## PROMPT
From the entries below, copy every line that has the word "lane".

## SOURCE MATERIAL
..........

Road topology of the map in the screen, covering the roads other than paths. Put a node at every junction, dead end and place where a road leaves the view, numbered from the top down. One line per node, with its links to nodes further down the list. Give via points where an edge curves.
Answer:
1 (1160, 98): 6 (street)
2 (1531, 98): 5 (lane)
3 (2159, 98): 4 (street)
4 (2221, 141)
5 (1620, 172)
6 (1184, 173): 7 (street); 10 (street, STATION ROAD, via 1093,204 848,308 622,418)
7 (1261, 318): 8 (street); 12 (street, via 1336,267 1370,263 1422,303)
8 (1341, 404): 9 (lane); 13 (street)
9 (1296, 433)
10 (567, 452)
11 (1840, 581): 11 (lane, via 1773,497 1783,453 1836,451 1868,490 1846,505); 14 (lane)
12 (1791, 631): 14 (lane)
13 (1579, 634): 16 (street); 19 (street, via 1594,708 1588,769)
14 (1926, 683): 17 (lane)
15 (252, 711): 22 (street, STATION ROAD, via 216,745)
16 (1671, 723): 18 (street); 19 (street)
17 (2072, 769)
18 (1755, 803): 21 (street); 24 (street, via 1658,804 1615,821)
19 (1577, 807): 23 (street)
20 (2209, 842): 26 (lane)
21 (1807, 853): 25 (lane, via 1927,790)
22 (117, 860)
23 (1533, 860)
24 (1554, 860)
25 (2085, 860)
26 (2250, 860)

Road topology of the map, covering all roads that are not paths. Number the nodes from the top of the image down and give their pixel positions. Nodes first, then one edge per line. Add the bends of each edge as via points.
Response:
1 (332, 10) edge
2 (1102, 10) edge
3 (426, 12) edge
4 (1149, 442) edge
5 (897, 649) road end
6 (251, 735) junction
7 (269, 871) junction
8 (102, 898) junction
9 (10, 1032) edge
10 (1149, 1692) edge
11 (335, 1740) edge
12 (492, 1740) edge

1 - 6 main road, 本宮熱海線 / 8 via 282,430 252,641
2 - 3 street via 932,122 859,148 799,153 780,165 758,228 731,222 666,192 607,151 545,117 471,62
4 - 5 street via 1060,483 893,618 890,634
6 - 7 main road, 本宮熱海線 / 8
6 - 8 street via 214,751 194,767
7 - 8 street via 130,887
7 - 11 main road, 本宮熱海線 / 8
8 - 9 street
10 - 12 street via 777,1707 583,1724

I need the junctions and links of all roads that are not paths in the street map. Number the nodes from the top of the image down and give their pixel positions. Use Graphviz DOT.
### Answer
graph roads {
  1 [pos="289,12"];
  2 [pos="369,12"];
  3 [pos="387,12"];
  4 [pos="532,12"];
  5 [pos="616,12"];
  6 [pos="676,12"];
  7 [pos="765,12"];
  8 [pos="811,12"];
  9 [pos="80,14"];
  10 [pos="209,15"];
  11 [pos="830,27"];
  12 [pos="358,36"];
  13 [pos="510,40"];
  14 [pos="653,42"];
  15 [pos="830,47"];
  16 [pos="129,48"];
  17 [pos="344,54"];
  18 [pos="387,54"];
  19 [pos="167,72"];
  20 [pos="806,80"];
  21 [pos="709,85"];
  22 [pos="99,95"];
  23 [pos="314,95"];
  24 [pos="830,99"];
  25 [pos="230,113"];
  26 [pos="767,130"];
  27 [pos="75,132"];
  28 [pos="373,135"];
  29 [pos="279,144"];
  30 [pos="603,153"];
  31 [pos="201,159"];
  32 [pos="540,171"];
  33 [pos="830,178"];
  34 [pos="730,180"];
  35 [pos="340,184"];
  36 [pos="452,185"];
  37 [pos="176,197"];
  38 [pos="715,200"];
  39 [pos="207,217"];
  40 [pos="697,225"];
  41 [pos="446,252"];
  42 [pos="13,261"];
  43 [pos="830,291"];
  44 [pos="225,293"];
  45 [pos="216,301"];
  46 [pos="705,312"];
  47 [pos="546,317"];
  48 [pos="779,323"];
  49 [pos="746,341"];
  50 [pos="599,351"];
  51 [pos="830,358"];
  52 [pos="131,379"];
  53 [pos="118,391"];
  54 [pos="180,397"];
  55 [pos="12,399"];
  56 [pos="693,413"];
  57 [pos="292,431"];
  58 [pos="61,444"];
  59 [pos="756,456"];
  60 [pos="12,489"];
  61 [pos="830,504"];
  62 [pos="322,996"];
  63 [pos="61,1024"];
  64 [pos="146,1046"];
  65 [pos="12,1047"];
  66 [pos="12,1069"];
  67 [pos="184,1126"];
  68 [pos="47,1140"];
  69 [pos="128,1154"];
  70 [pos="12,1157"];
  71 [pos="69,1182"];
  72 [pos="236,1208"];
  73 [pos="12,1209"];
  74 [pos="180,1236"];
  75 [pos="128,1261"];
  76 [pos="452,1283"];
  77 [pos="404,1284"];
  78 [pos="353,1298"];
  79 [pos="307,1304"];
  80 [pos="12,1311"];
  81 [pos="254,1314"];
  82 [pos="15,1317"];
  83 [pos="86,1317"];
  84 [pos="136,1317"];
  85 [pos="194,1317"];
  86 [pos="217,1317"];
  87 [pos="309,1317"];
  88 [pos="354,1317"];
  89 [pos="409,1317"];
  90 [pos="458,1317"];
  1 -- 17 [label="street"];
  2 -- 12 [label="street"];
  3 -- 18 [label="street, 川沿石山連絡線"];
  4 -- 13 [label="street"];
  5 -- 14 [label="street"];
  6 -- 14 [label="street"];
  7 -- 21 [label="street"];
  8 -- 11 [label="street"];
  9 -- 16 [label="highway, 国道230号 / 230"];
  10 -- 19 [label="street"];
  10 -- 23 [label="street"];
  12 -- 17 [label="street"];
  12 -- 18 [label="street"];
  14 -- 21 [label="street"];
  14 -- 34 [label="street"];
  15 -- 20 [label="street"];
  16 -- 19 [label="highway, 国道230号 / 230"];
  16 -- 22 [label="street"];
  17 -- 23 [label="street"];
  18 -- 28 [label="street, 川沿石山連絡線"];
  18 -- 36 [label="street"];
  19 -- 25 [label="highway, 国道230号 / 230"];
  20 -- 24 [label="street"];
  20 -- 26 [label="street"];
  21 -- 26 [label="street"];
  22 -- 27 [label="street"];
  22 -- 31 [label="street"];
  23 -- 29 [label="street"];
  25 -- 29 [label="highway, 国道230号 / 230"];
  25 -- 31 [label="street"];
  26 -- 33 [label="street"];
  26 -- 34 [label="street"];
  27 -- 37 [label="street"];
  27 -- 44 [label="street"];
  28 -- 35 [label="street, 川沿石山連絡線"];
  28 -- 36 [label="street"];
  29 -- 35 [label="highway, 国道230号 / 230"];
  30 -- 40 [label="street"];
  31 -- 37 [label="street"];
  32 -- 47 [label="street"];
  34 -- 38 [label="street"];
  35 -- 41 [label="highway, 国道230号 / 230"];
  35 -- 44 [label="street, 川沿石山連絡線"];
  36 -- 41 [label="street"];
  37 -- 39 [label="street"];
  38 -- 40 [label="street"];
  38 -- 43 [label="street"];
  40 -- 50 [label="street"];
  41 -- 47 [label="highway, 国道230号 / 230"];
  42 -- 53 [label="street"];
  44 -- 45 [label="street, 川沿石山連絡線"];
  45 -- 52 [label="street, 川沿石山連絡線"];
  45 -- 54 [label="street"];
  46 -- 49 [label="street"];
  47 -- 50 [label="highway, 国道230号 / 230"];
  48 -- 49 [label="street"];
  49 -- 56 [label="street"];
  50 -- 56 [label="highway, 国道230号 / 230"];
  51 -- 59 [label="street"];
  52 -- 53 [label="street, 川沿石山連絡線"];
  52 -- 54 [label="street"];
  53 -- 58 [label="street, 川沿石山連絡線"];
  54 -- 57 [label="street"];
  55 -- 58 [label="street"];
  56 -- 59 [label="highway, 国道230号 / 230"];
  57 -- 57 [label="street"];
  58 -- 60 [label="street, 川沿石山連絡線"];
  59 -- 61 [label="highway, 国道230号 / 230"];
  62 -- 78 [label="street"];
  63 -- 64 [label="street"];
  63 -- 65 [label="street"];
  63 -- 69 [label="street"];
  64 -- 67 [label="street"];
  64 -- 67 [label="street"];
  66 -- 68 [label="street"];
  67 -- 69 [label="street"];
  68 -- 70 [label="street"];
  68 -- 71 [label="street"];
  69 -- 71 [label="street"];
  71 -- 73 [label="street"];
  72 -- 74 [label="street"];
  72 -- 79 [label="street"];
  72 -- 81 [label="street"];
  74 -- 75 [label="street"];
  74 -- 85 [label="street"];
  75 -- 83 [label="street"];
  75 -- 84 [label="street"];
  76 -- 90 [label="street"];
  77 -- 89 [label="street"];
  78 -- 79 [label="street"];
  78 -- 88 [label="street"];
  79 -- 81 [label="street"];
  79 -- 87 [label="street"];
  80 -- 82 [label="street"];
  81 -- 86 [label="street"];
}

..........

## ANSWER BOX
2 (1531, 98): 5 (lane)
8 (1341, 404): 9 (lane); 13 (street)
11 (1840, 581): 11 (lane, via 1773,497 1783,453 1836,451 1868,490 1846,505); 14 (lane)
12 (1791, 631): 14 (lane)
14 (1926, 683): 17 (lane)
20 (2209, 842): 26 (lane)
21 (1807, 853): 25 (lane, via 1927,790)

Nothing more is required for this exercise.